There was clearly no epithet that suited better with Monsey’s mood than the said monster’s proper name.
“Friends,” said Ralph, more seriously, “it’s clear I can’t leave before I see my father buried, and it’s just as clear I can’t see him buried if I stay. With your help I may do both—that is, seem to do both.”
“How? how? unfold—I can interpret you no conundrums,” said Monsey. “To go, and yet not to go, that is the question.”
“Can I help you?” said Robbie with the simplicity of earnestness.
“Go back, schoolmaster, to the Lion.”
“I know it—I’ve been there before—well?”
“Say, if your conscience will let you—I know how tender it is—say you saw me go over Lauvellen in the direction of Fairfield. Say this quietly—say it to old Matthew in a whisper and as a secret; that will be enough.”
“I’ve shared with that patriarch some secrets before now, and they’ve been common property in an hour—common as the mushrooms on the common—common as his common saws—common—”
“Robbie, the burial will take place the day after to-morrow, at three in the afternoon, at the kirk-garth—”
“Oh, that Garth,—that devil’s garth—that Joe—”
“At the kirk-garth at Gosforth,” continued Ralph. “Go round the city and the dale, and bid every master and mistress within the warning to Shoulthwaite Moss at nine o’clock in the morning. Be there yourself as the representative of the family, and see all our old customs observed. The kirk-garth is twenty miles away, across rugged mountain country, and you must follow the public pass.”
“Styehead Pass?”
Ralph nodded assent. “Start away at eleven o’clock; take the old mare to bear the body; let the boy ride the young horse, and chain him to the mare at the bottom of the big pass. These men, these spies, these constables, whatever they may be, will lie in wait for me about the house that morning. If they don’t find me at my father’s funeral they’ll then believe that I must have gone. Do you hold the mare’s head, Robbie—mind that. When you get to the top of the pass, perhaps some one will relieve you—perhaps so, perhaps not. You understand?”
“I do.”
“Let nothing interfere with this plan as I give it you. If you fail in any single particular, all may be lost.”
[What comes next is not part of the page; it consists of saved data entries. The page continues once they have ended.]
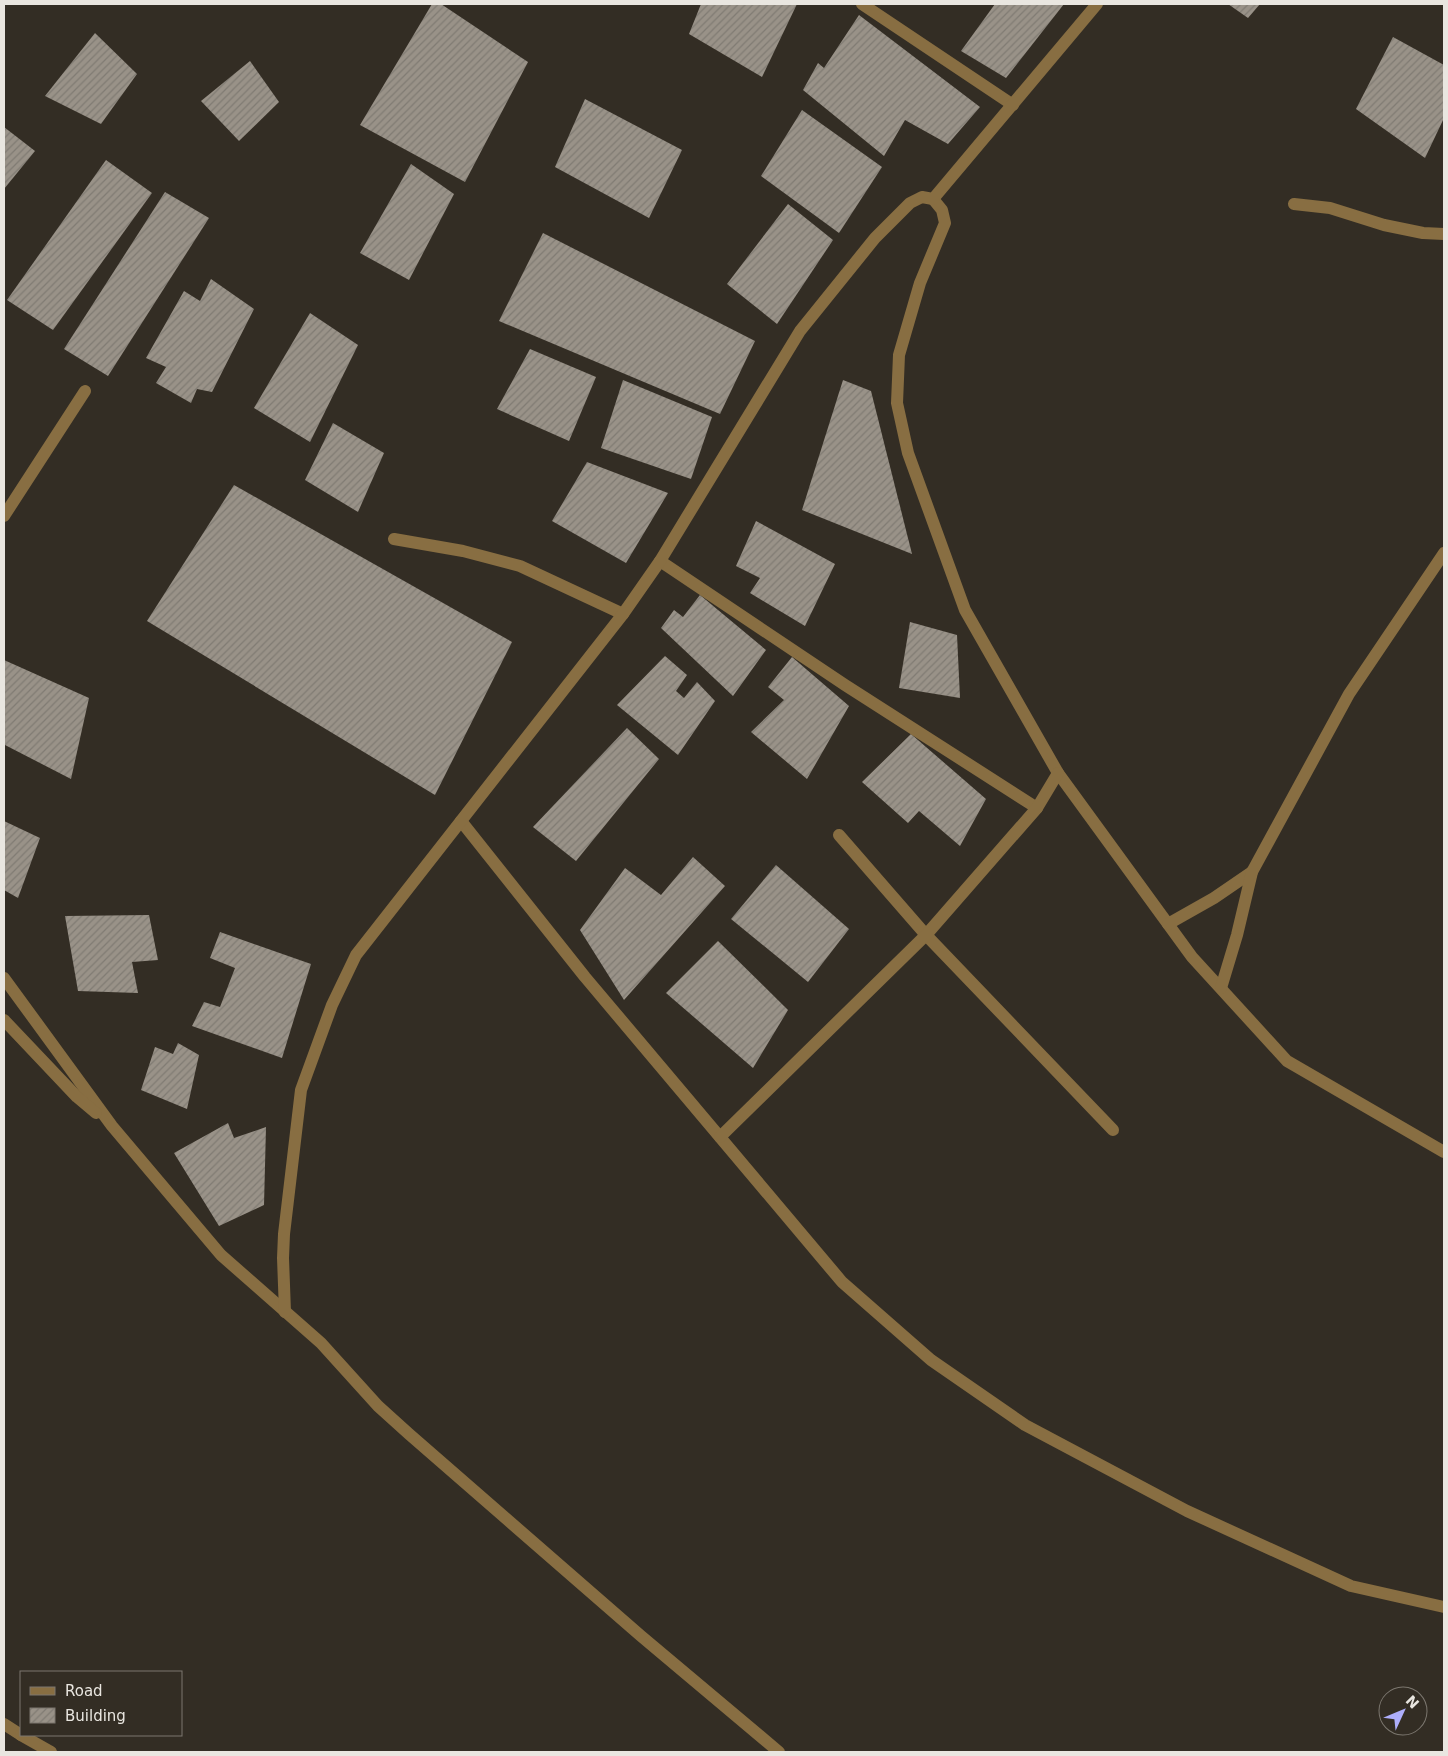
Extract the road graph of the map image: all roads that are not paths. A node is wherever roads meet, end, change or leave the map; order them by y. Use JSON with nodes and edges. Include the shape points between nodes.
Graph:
{"nodes":[{"id":1,"x":862,"y":4,"type":"edge"},
{"id":2,"x":1097,"y":4,"type":"edge"},
{"id":3,"x":1013,"y":105,"type":"junction"},
{"id":4,"x":933,"y":199,"type":"junction"},
{"id":5,"x":1294,"y":204,"type":"dead end"},
{"id":6,"x":1444,"y":234,"type":"edge"},
{"id":7,"x":85,"y":391,"type":"dead end"},
{"id":8,"x":4,"y":516,"type":"edge"},
{"id":9,"x":394,"y":539,"type":"dead end"},
{"id":10,"x":1444,"y":553,"type":"edge"},
{"id":11,"x":660,"y":561,"type":"junction"},
{"id":12,"x":623,"y":614,"type":"junction"},
{"id":13,"x":1058,"y":773,"type":"junction"},
{"id":14,"x":1037,"y":808,"type":"junction"},
{"id":15,"x":461,"y":821,"type":"junction"},
{"id":16,"x":839,"y":835,"type":"dead end"},
{"id":17,"x":1252,"y":872,"type":"junction"},
{"id":18,"x":1168,"y":924,"type":"junction"},
{"id":19,"x":926,"y":935,"type":"junction"},
{"id":20,"x":4,"y":978,"type":"edge"},
{"id":21,"x":1221,"y":988,"type":"junction"},
{"id":22,"x":4,"y":1020,"type":"edge"},
{"id":23,"x":112,"y":1126,"type":"junction"},
{"id":24,"x":1113,"y":1130,"type":"dead end"},
{"id":25,"x":720,"y":1137,"type":"junction"},
{"id":26,"x":1443,"y":1150,"type":"edge"},
{"id":27,"x":285,"y":1312,"type":"junction"},
{"id":28,"x":1444,"y":1607,"type":"edge"},
{"id":29,"x":4,"y":1724,"type":"edge"},
{"id":30,"x":20,"y":1734,"type":"edge"},
{"id":31,"x":23,"y":1736,"type":"edge"},
{"id":32,"x":52,"y":1752,"type":"edge"},
{"id":33,"x":779,"y":1752,"type":"edge"}],
"edges":[{"from":1,"to":3,"type":"street"},
{"from":2,"to":3,"type":"street"},
{"from":3,"to":4,"type":"street"},
{"from":4,"to":11,"type":"street","via":[[922,197],[910,202],[875,238],[800,332]]},
{"from":4,"to":13,"type":"street","via":[[942,210],[945,223],[920,283],[899,355],[898,403],[908,453],[965,610]]},
{"from":5,"to":6,"type":"street","via":[[1330,208],[1423,234]]},
{"from":7,"to":8,"type":"street"},
{"from":9,"to":12,"type":"street","via":[[463,551],[520,566]]},
{"from":10,"to":17,"type":"street","via":[[1349,694]]},
{"from":11,"to":12,"type":"street"},
{"from":11,"to":14,"type":"street"},
{"from":12,"to":15,"type":"street"},
{"from":13,"to":14,"type":"street"},
{"from":13,"to":18,"type":"street"},
{"from":14,"to":19,"type":"street"},
{"from":15,"to":25,"type":"street","via":[[584,977]]},
{"from":15,"to":27,"type":"street","via":[[356,955],[318,1041],[301,1090],[284,1234]]},
{"from":16,"to":19,"type":"street"},
{"from":17,"to":18,"type":"street"},
{"from":17,"to":21,"type":"street"},
{"from":18,"to":21,"type":"street","via":[[1192,957]]},
{"from":19,"to":24,"type":"street"},
{"from":19,"to":25,"type":"street"},
{"from":20,"to":23,"type":"street"},
{"from":21,"to":26,"type":"street","via":[[1287,1061]]},
{"from":22,"to":23,"type":"street","via":[[77,1096]]},
{"from":23,"to":27,"type":"street","via":[[221,1255]]},
{"from":25,"to":28,"type":"street","via":[[842,1282],[931,1360],[1025,1425],[1187,1511],[1351,1586]]},
{"from":27,"to":33,"type":"street","via":[[321,1343],[378,1406],[409,1434]]},
{"from":29,"to":30,"type":"street"},
{"from":31,"to":32,"type":"street"}]}
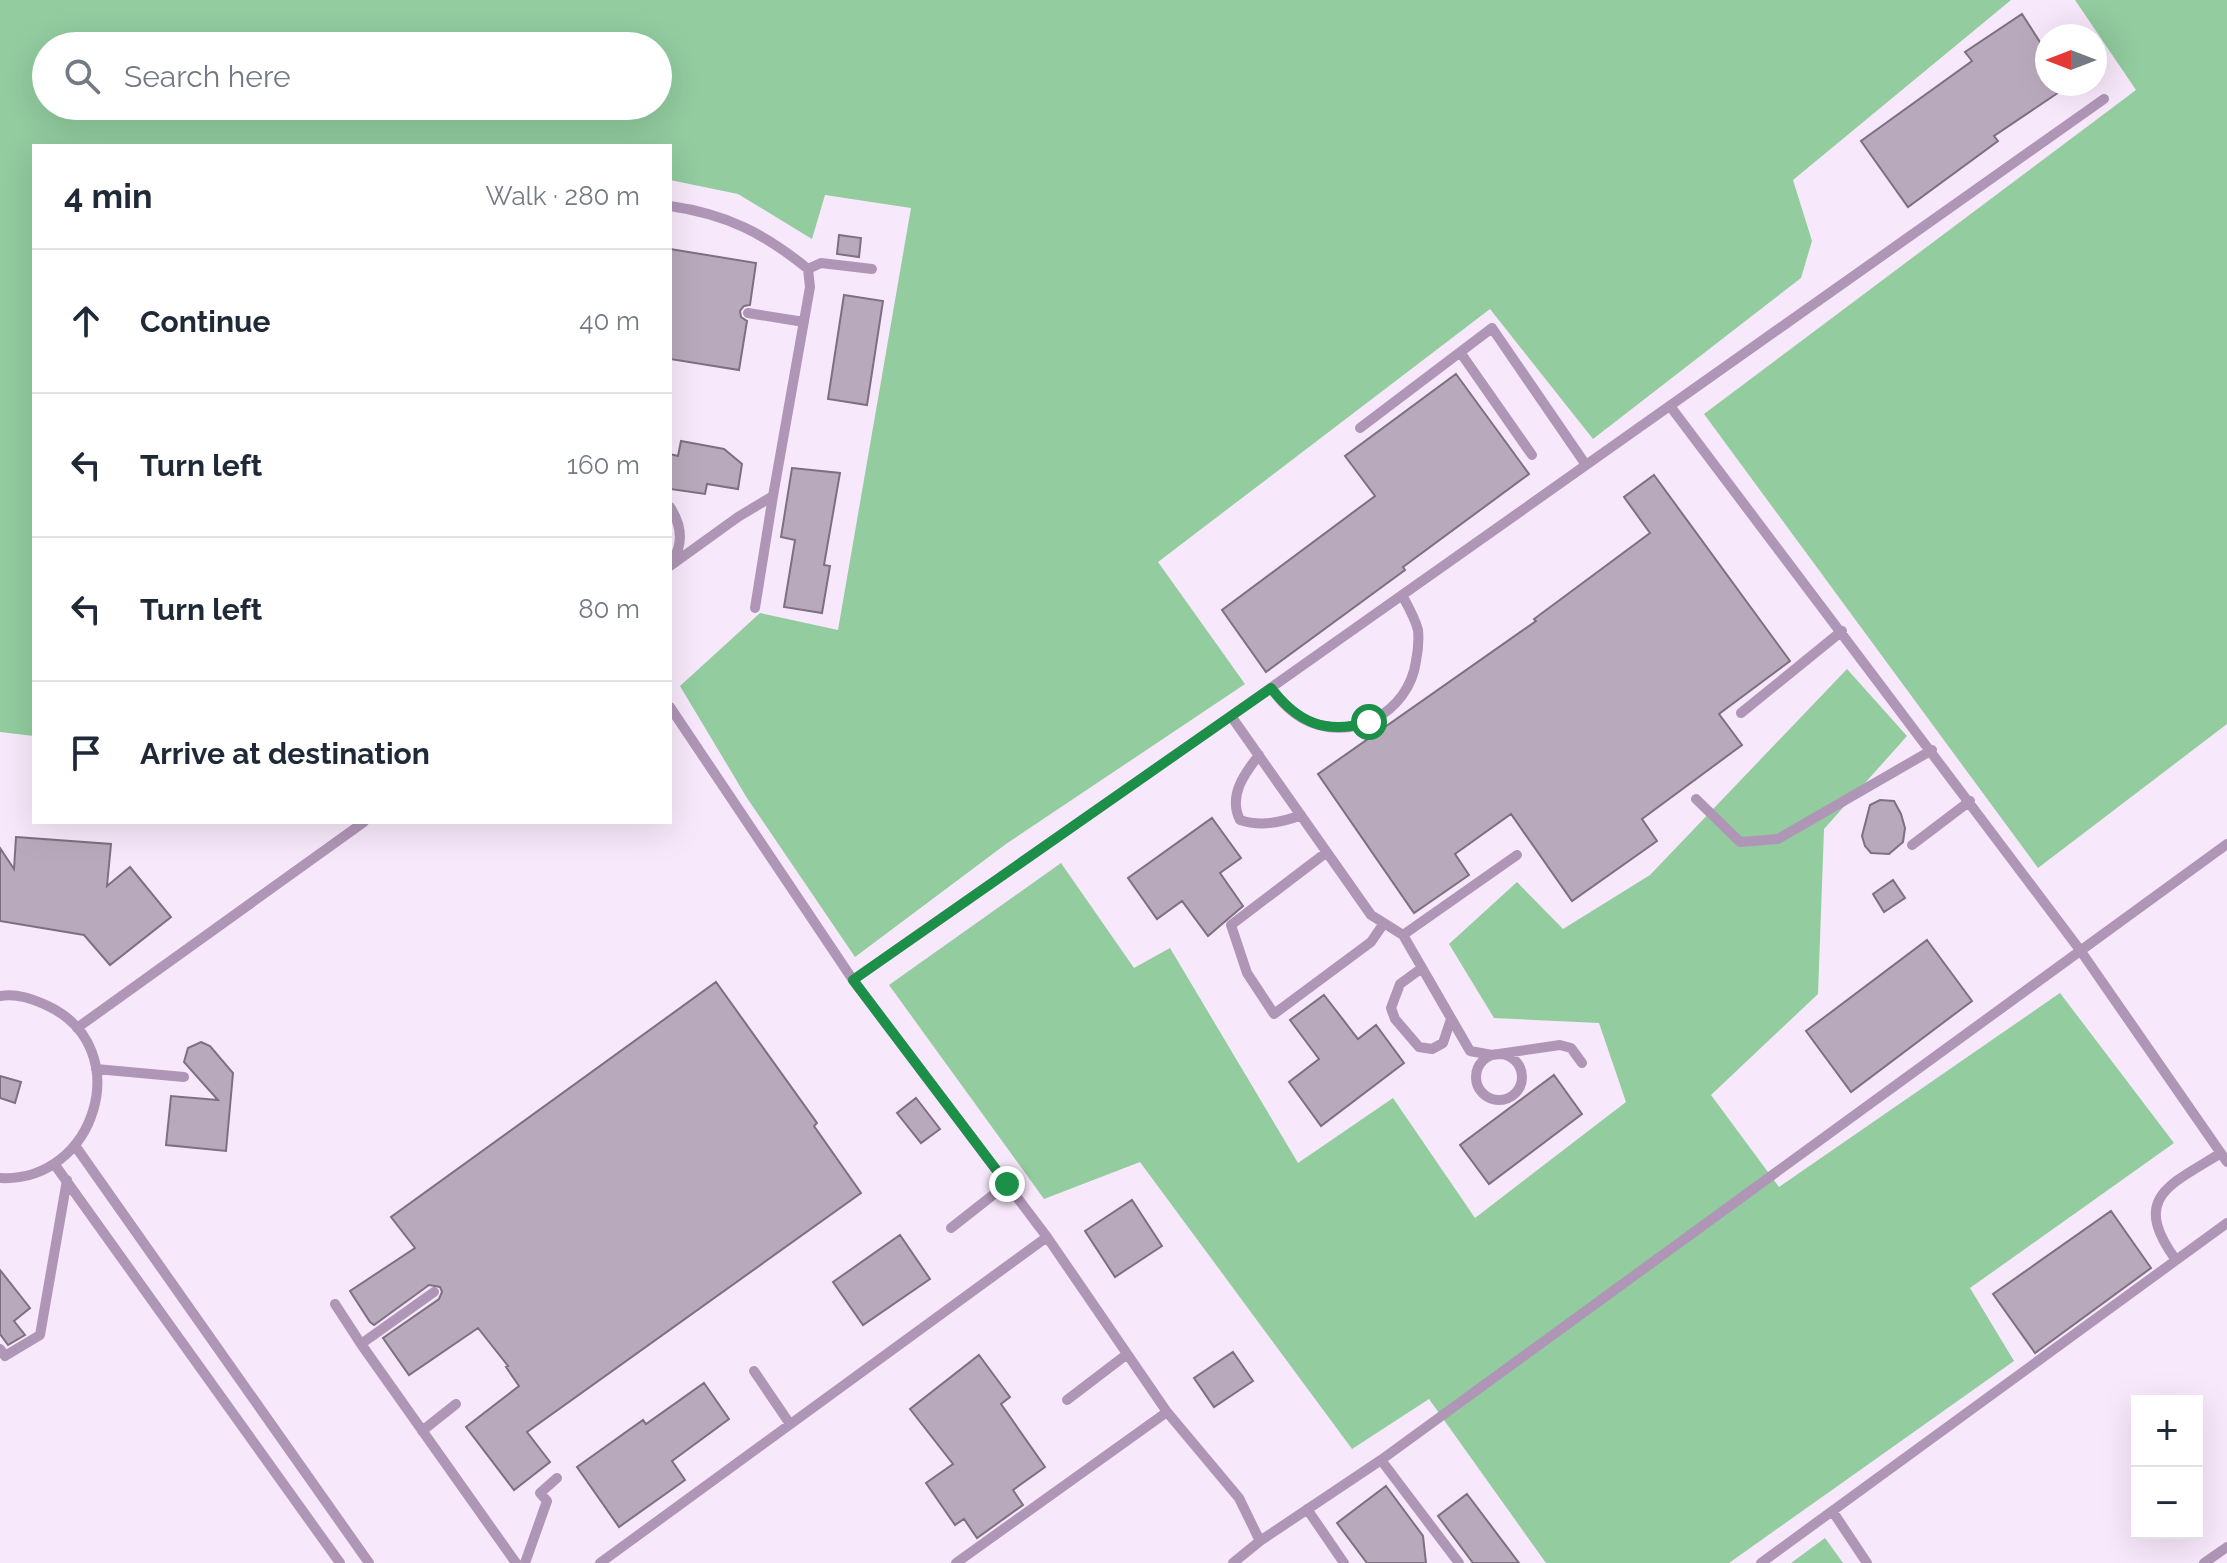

“I’ll let nothing interfere. But what of Willy? What if he object?
“Tell him these are my wishes—he’ll yield to that.”
There was a moment’s silence.
“Robbie, that was a noble resolve you told me of; and you can keep it, can you not?”
“I can—God help me.”
“Keep it the day after to-morrow—you remember our customs, sometimes more honored, you know, in the breach than the observance—you can hold to your resolve that day; you must hold to it, for everything hangs on it. It is a terrible hazard.”
Robbie put his hand in Ralph’s, and the two stalwart dalesmen looked steadily each into the other’s face. There was a dauntless spirit of resolution in the eyes of the younger man. His resolve was irrevocable. His crime had saved him.